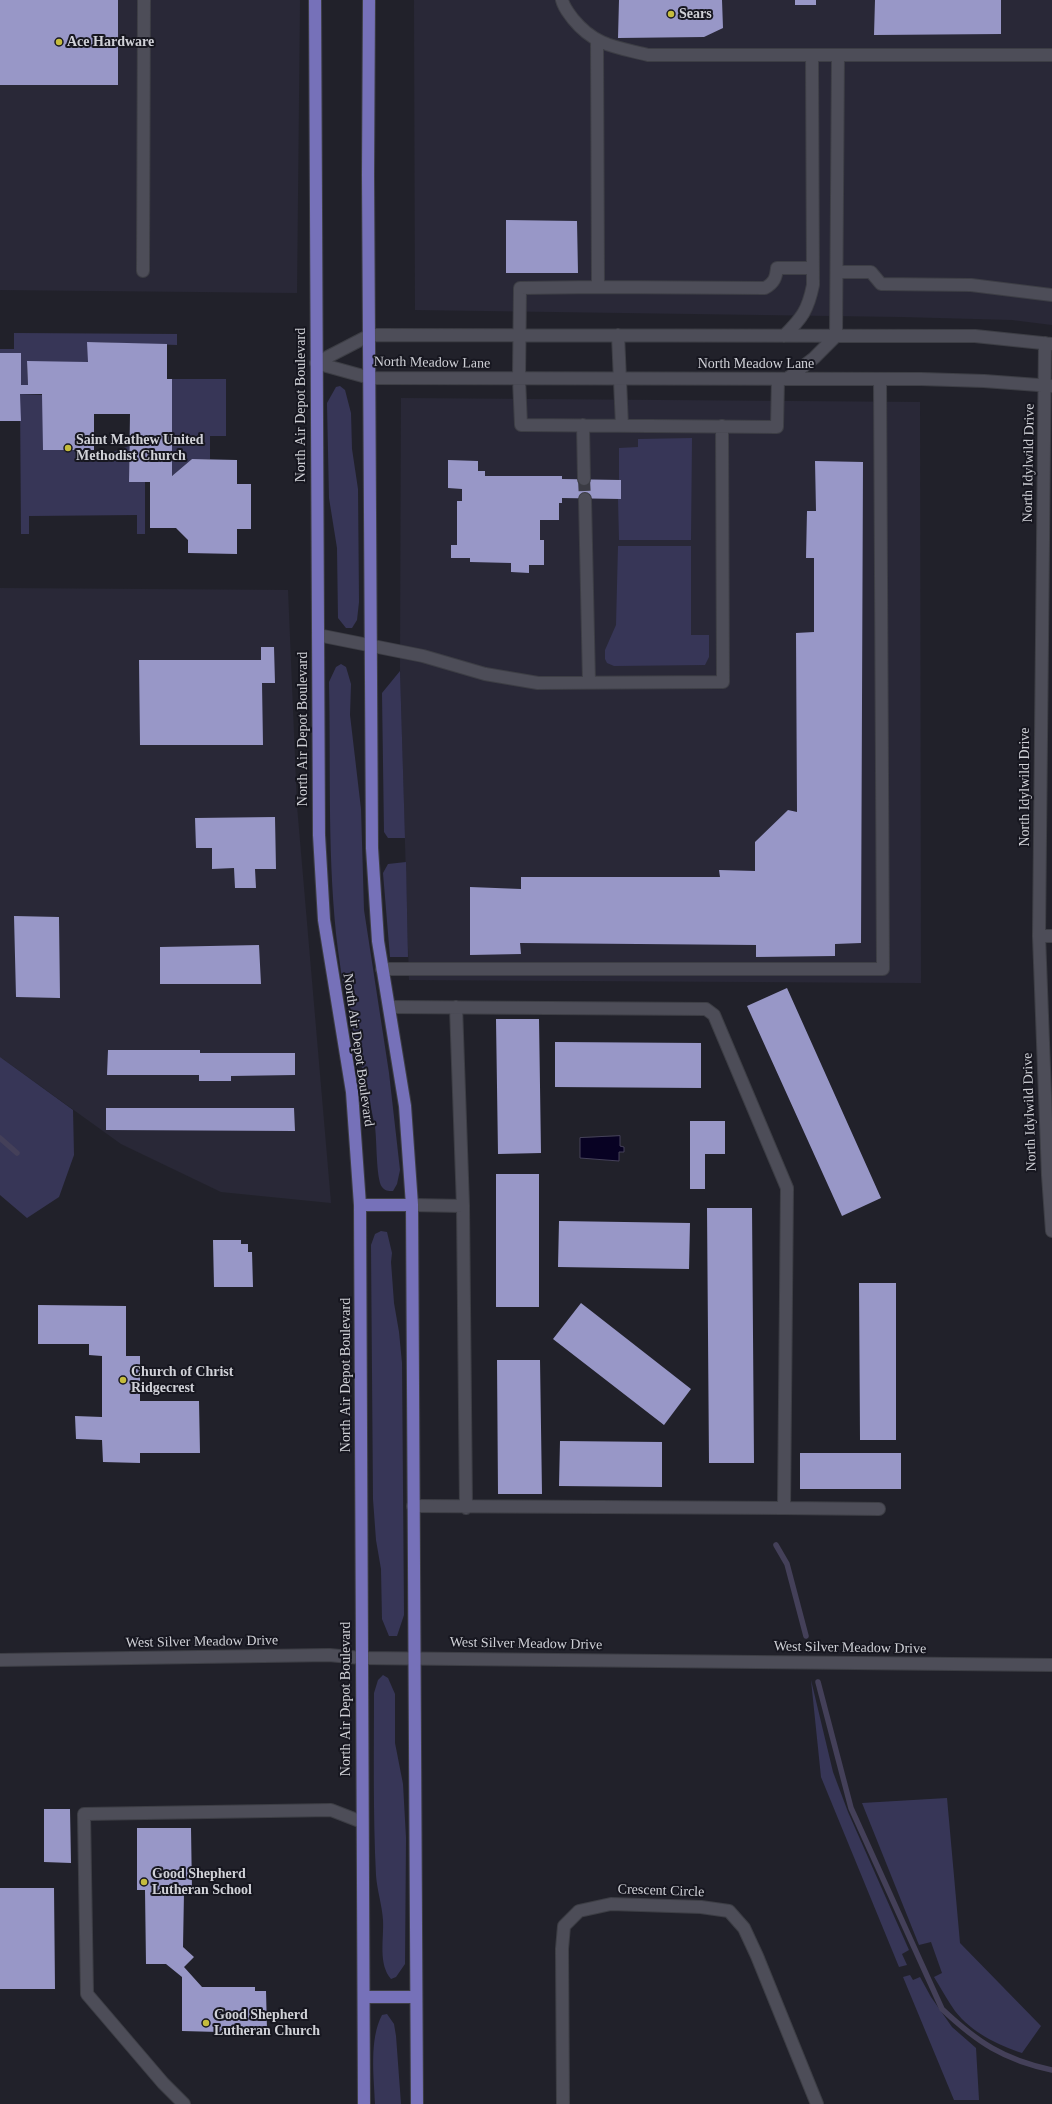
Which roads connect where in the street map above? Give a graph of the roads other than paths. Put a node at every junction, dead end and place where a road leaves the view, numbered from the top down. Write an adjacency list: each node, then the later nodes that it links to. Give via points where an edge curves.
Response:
1 (144, 0): 10 (street)
2 (315, 0): 20 (main road, North Air Depot Boulevard)
3 (369, 0): 14 (main road)
4 (562, 0): 5 (street, via 564,8 581,29)
5 (597, 40): 6 (street, via 603,44 648,54); 12 (street)
6 (812, 54): 7 (street); 9 (street)
7 (838, 54): 8 (street); 11 (street)
8 (1052, 54)
9 (813, 268): 12 (street, via 777,268 776,278 765,288); 17 (street, via 810,303 801,319)
10 (142, 271)
11 (836, 272): 13 (street, via 871,272 881,284 971,285); 18 (street)
12 (598, 288): 15 (street, via 520,288)
13 (1052, 295)
14 (370, 335): 15 (street, North Meadow Lane); 20 (street, North Meadow Lane); 21 (main road)
15 (519, 335): 16 (street, North Meadow Lane); 22 (street)
16 (618, 335): 17 (street, North Meadow Lane); 23 (street)
17 (784, 336): 18 (street, North Meadow Lane)
18 (836, 336): 19 (street, North Meadow Lane, via 975,336); 24 (street, via 814,358)
19 (1049, 344): 26 (street, North Idylwild Drive)
20 (316, 363): 21 (street, North Meadow Lane); 32 (main road, North Air Depot Boulevard)
21 (370, 378): 22 (street, North Meadow Lane); 33 (main road)
22 (519, 379): 23 (street, North Meadow Lane); 27 (street, via 521,425)
23 (620, 379): 24 (street, North Meadow Lane); 28 (street)
24 (782, 379): 25 (street, North Meadow Lane); 29 (street, via 777,427)
25 (880, 379): 26 (street, North Meadow Lane, via 984,381); 38 (street, via 883,968)
26 (1048, 386): 35 (street, North Idylwild Drive)
27 (583, 425): 28 (street); 30 (street)
28 (622, 426): 29 (street)
29 (722, 426): 34 (street, via 723,682)
30 (584, 480)
31 (585, 499): 34 (street)
32 (318, 635): 33 (street); 42 (main road, North Air Depot Boulevard, via 321,878 328,953 352,1092)
33 (371, 645): 34 (street, via 423,656 485,674 538,683); 38 (main road, via 372,848)
34 (589, 682)
35 (1047, 690): 36 (street, North Idylwild Drive)
36 (1039, 936): 37 (street); 41 (street, North Idylwild Drive)
37 (1052, 936)
38 (382, 969): 39 (main road)
39 (390, 1007): 40 (street); 43 (main road, via 405,1106)
40 (456, 1007): 44 (street); 48 (street, via 706,1009 714,1015 787,1188)
41 (1050, 1175): 45 (street, North Idylwild Drive)
42 (360, 1205): 43 (main road); 50 (main road, North Air Depot Boulevard)
43 (412, 1205): 44 (street); 46 (main road)
44 (463, 1206): 47 (street)
45 (1052, 1231)
46 (413, 1506): 47 (street); 51 (main road)
47 (466, 1508): 48 (street)
48 (784, 1508): 49 (street)
49 (879, 1509)
50 (361, 1658): 51 (street, West Silver Meadow Drive); 52 (street, West Silver Meadow Drive, via 329,1655); 54 (main road, North Air Depot Boulevard)
51 (414, 1658): 53 (street, West Silver Meadow Drive); 56 (main road)
52 (0, 1660)
53 (1052, 1665)
54 (362, 1822): 55 (main road, North Air Depot Boulevard); 57 (street, via 331,1810 84,1814 87,1994 162,2083)
55 (364, 1997): 56 (main road); 58 (main road, North Air Depot Boulevard)
56 (416, 1997): 59 (main road)
57 (184, 2104)
58 (364, 2104)
59 (417, 2104)
60 (563, 2104): 61 (street, Crescent Circle, via 564,1926 579,1911 611,1904 701,1907 729,1911 748,1935)
61 (817, 2104)

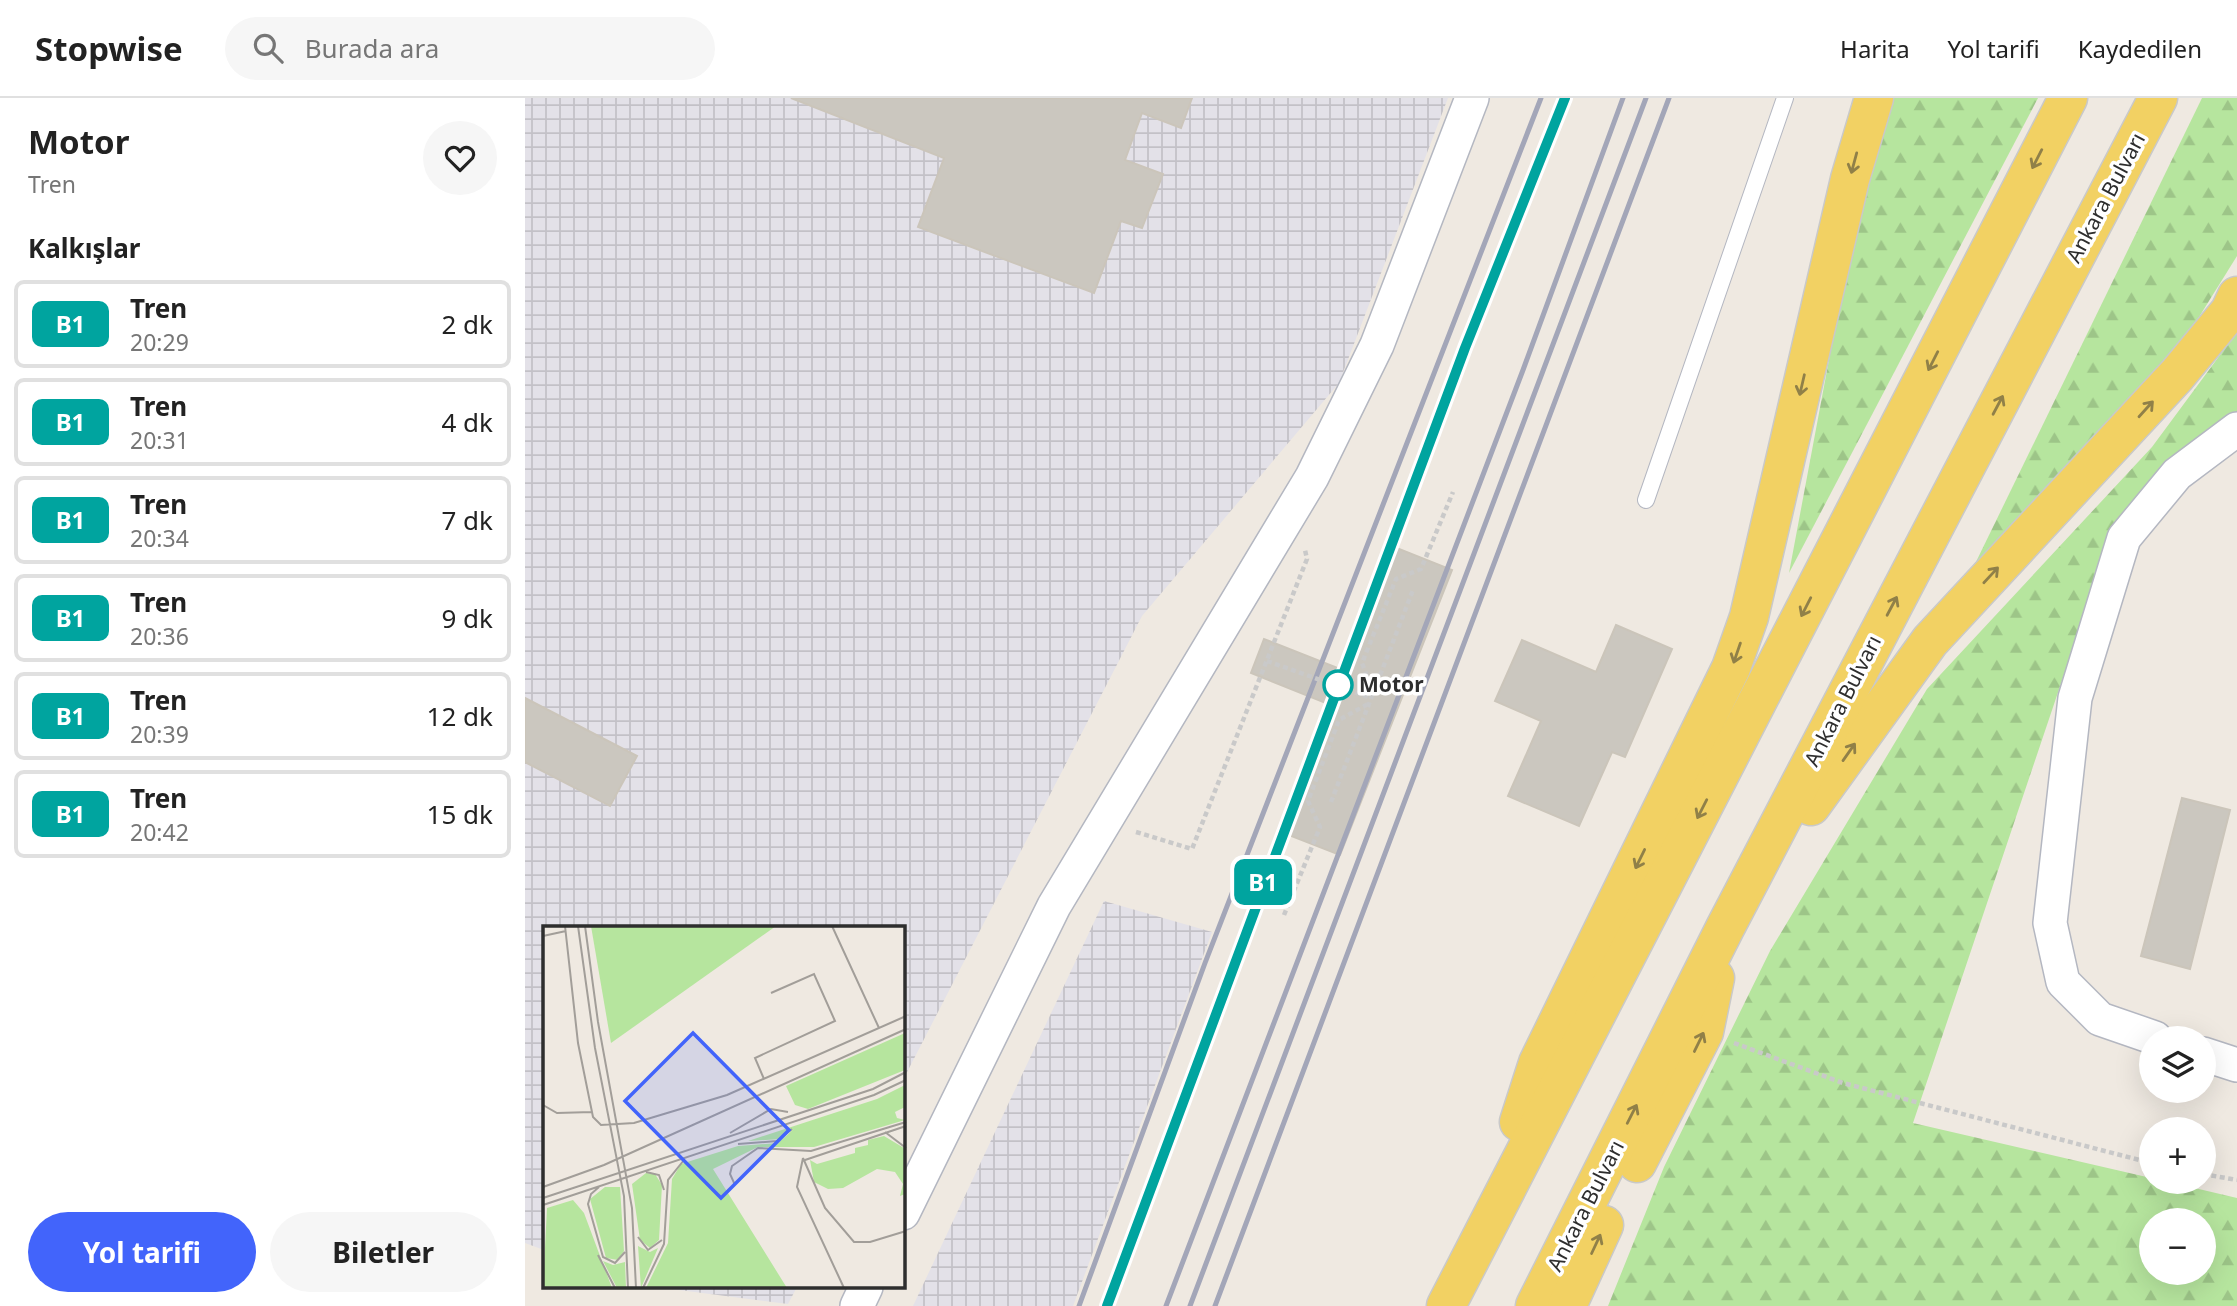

========================================

Where does the string "Silver" occur in the listing above? Return every line that contains it.

RESPONSE BOX:
50 (361, 1658): 51 (street, West Silver Meadow Drive); 52 (street, West Silver Meadow Drive, via 329,1655); 54 (main road, North Air Depot Boulevard)
51 (414, 1658): 53 (street, West Silver Meadow Drive); 56 (main road)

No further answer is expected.